Untied time data → Tied

(Not completed yet)

The codes used in this tutorial are available below.
rs.surv
stns, stpp, strs, stnet

This example showed how the relative survival estimates change given more and more ties are added into the data.

Dataset

The dataset (scenario2_1.dta) is a simulated data, containing 1000 subjects. The original survival time is untied data with 651 distinct values in years (min: 0.0027; max: 12).
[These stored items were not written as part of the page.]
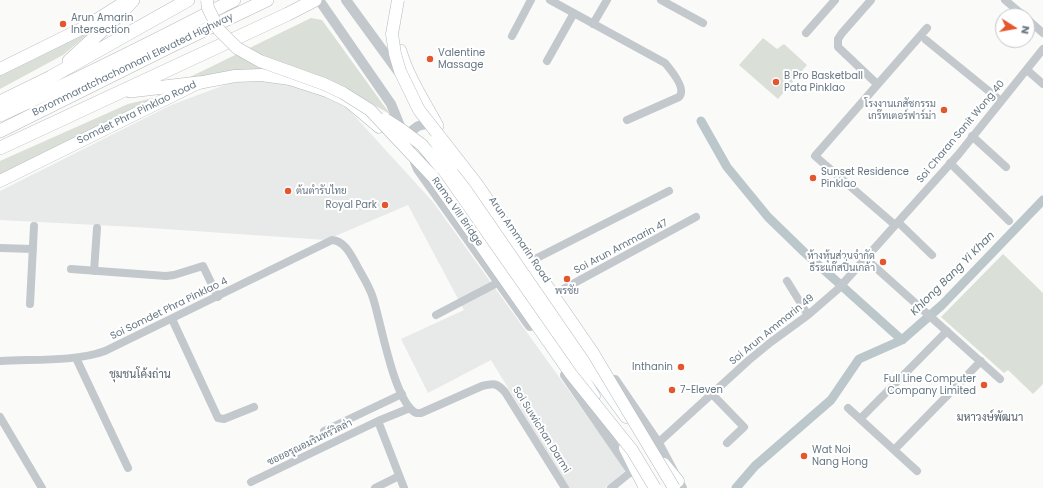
<!DOCTYPE html>
<html>
<head>
<meta charset="utf-8">
<style>
	body { margin:0 }
	#map { position:relative; width:1043px; height:488px; overflow:hidden; background:#fafaf8; font-family:Poppins,sans-serif }
	canvas { display:block }
	.north { position:absolute; left:995px; top:8px; width:40px; height:40px; box-sizing:border-box; background:#fff; border:1px solid #c1c8cd; border-radius:50%; rotate:101deg; font-size:11px; font-weight:700; line-height:16px; text-align:center; color:#657683 }
	.north::after { content:''; display:block; margin:auto; width:14px; height:18px; background:#e4572e; clip-path:polygon(50% 0,100% 100%,50% 72%,0 100%) }
</style>
</head>
<body>
<div id="map">
<canvas width="1043" height="488"></canvas>
<div class="north">N</div>
</div>
<script>
const ctx = document.querySelector('canvas').getContext('2d');
ctx.lineJoin = 'round';
function fillPath(path, color) { ctx.fillStyle = color; ctx.fill(path, 'evenodd'); }
function trace(path, color, width, dash) { ctx.strokeStyle = color; ctx.lineWidth = width; ctx.lineCap = dash ? 'butt' : 'round'; ctx.setLineDash(dash || []); ctx.stroke(path); }
function write(font, color, halo, rows, align = 'center') {
  ctx.font = font + ' Poppins,Sarabun,sans-serif'; ctx.lineWidth = 4; ctx.setLineDash([]); ctx.textBaseline = 'middle'; ctx.strokeStyle = halo; ctx.fillStyle = color; for (const [text, x, y, turn = 0] of rows) {
    ctx.save(); ctx.translate(x, y); ctx.rotate((+turn || 0) * Math.PI / 180); ctx.textAlign = isNaN(turn) ? turn : align; if (halo) ctx.strokeText(text, 0, 0); ctx.fillText(text, 0, 0); ctx.restore();
  }
}
const built = new Path2D(`
	M262,79L289,84L334,99L350,111L433,202L626,470L605,488H569L491,360L428,393L401,339L464,310L408,205L326,240L135,227L0,220V191L171,105L230,83Z`);
const green = new Path2D(`
	M311,18L322,20L390,114L325,78L294,69H253L188,78Z
	M96,27L63,55L0,89V74Z
	M763,38L777,49L784,44L807,65L778,99L739,65Z
	M153,98L115,119L0,175V161L128,104Z
	M1003,254L1043,293V384L1033,394L1008,370L1004,373L941,317Z`);
const canal = new Path2D(`
	M701,121L727,167L768,217L804,252L902,340
	M736,488L755,466L831,400L859,359L902,340L942,305L1043,200`);
const minor = new Path2D(`
	M550,0L665,63C671,70 687,89 679,97L627,120
	M661,0L703,23
	M871,0L842,33L838,39V47L877,84
	M1005,0L1024,16
	M1027,19L1043,33
	M593,24L607,0
	M806,33L835,0
	M512,36L531,0
	M926,40L1001,101
	M547,61L574,13
	M1027,70L1043,84
	M972,136L1006,167
	M950,163L1009,221
	M898,222L932,255
	M895,225L815,156L927,28
	M0,248L33,249
	M865,258L1000,379
	M533,260L669,191
	M71,269L166,276L174,275L203,266L218,297
	M94,271L97,228
	M787,281L808,315
	M556,293L696,217
	M30,304L34,226
	M436,315L499,282
	M172,319L218,418L224,419L254,407
	M76,358L128,468
	M0,361C32,359 75,362 105,351L332,240C344,241 350,253 355,262C361,274 369,285 373,298C381,322 394,402 416,413H421L482,386C494,383 497,383 505,392L565,488
	M712,394L744,427L727,443
	M848,408L917,471
	M0,417L42,488
	M860,419L947,331
	M378,421L404,488
	M324,431L402,394
	M658,443L749,360L771,342L808,315L838,289L958,155L1043,49
	M894,450L981,361
	M251,482L378,421L410,408
	M375,488L399,476
	M611,488L632,471`);
const tertiary = new Path2D(`
	M319,0L391,104L402,131
	M346,0L400,74
	M408,142C410,127 422,121 435,126
	M415,162L418,169L530,326
	M565,375L632,472
	M615,380L658,443L682,488`);
const secondary = new Path2D(`
	M0,69L85,27L128,0
	M452,167L586,363L626,417
	M441,168L558,339L594,396
	M0,181L198,83L235,76L261,75L290,79L327,91L348,101L379,127
	M625,448L645,488
	M664,464L678,481`);
const primary = new Path2D(`
	M400,51C408,78 424,102 437,126
	M69,61L121,13L133,0
	M130,91L198,83
	M0,102L51,77L188,0
	M0,115C79,79 157,40 234,0
	M0,131L171,46L267,0
	M0,148L288,14L315,0`);
const secondaryBridge = new Path2D(`
	M207,0L208,8L219,30L237,48L260,61L324,84L343,93L370,110L434,178L571,374L632,450L655,488
	M398,0L392,34L395,54L400,71L419,110L476,183L593,353L674,488
	M385,119L402,130L422,145L441,168
	M435,141L452,167`);
const markers = [
	[63,24,4,"#e4572e"],
	[430,59,4,"#e4572e"],
	[776,82,4,"#e4572e"],
	[944,110,4,"#e4572e"],
	[813,178,4,"#e4572e"],
	[288,191,4,"#e4572e"],
	[385,205,4,"#e4572e"],
	[883,262,4,"#e4572e"],
	[567,279,4,"#e4572e"],
	[681,367,4,"#e4572e"],
	[984,385,4,"#e4572e"],
	[672,390,4,"#e4572e"],
	[804,456,4,"#e4572e"]
];
const poiNames = [
	["Arun Amarin",71,18],
	["Intersection",71,30],
	["Valentine",438,53],
	["Massage",438,65],
	["B Pro Basketball",784,76],
	["Pata Pinklao",784,88],
	["โรงงานเภสัชกรรม",936,104,"right"],
	["เกร๊ทเตอร์ฟาร์ม่า",936,116,"right"],
	["Sunset Residence",821,172],
	["Pinklao",821,184],
	["ต้นตำรับไทย",296,191],
	["Royal Park",377,205,"right"],
	["ห้างหุ้นส่วนจำกัด",875,256,"right"],
	["ธีระแก๊สปิ่นเกล้า",875,268,"right"],
	["พรชัย",567,291,"center"],
	["Inthanin",673,367,"right"],
	["Full Line Computer",976,379,"right"],
	["Company Limited",976,391,"right"],
	["7-Eleven",680,390],
	["Wat Noi",812,450],
	["Nang Hong",812,462]
];
const streetNames = [
	["Borommaratchachonnani Elevated Highway",133,65,-26],
	["Somdet Phra Pinklao Road",137,113,-26],
	["Soi Charan Sanit Wong 40",961,132,-50],
	["Rama VIII Bridge",457,212,55],
	["Arun Ammarin Road",519,240,56],
	["Soi Arun Ammarin 47",621,247,-28],
	["Soi Somdet Phra Pinklao 4",169,309,-26],
	["Soi Arun Ammarin 49",772,330,-39],
	["Soi Suwichan Darmi",541,430,58],
	["ซอยอรุณอมรินทร์วิลล่า",310,443,-26]
];
const waterNames = [
	["Khlong Bang Yi Khan",953,274,-45]
];
const neighbourhoodNames = [
	["ชุมชนโค้งถ่าน",140,375],
	["มหาวงษ์พัฒนา",990,418]
];
fillPath(built, '#e8e9e9');
fillPath(green, '#dadfd7');
trace(canal, '#bbc7cb', 9);
trace(secondary, '#b3babf', 13);
trace(primary, '#b5babe', 14);
trace(minor, '#c3c8cc', 8);
trace(tertiary, '#c3c8cc', 10);
trace(secondary, '#fff', 12);
trace(primary, '#fff', 13);
trace(secondaryBridge, '#b3babf', 13, []);
trace(secondaryBridge, '#fff', 12);
for (const [x, y, r, color] of markers) { const dot = new Path2D(); dot.arc(x, y, r, 0, 2 * Math.PI); ctx.fillStyle = color; ctx.fill(dot); trace(dot, '#fff', 1.5); }
write('10px', '#657683', '#fff', poiNames, 'left');
write('10px', '#657683', '#fff', streetNames);
write('italic 11px', '#60757c', '#fff', waterNames);
write('11px', '#57646e', '#fff', neighbourhoodNames);
</script>
</body>
</html>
We then added ties into the data by flooring the time into discrete days, weeks, months, quaters, or years. More ties are added (i.e., less distinct values) as the time interval becomes larger (days→years). If any survival time became 0 due to flooring, we then made it 0.5 of the time interval (e.g., 0.5 months).

The following table shows how the time was treated in different units.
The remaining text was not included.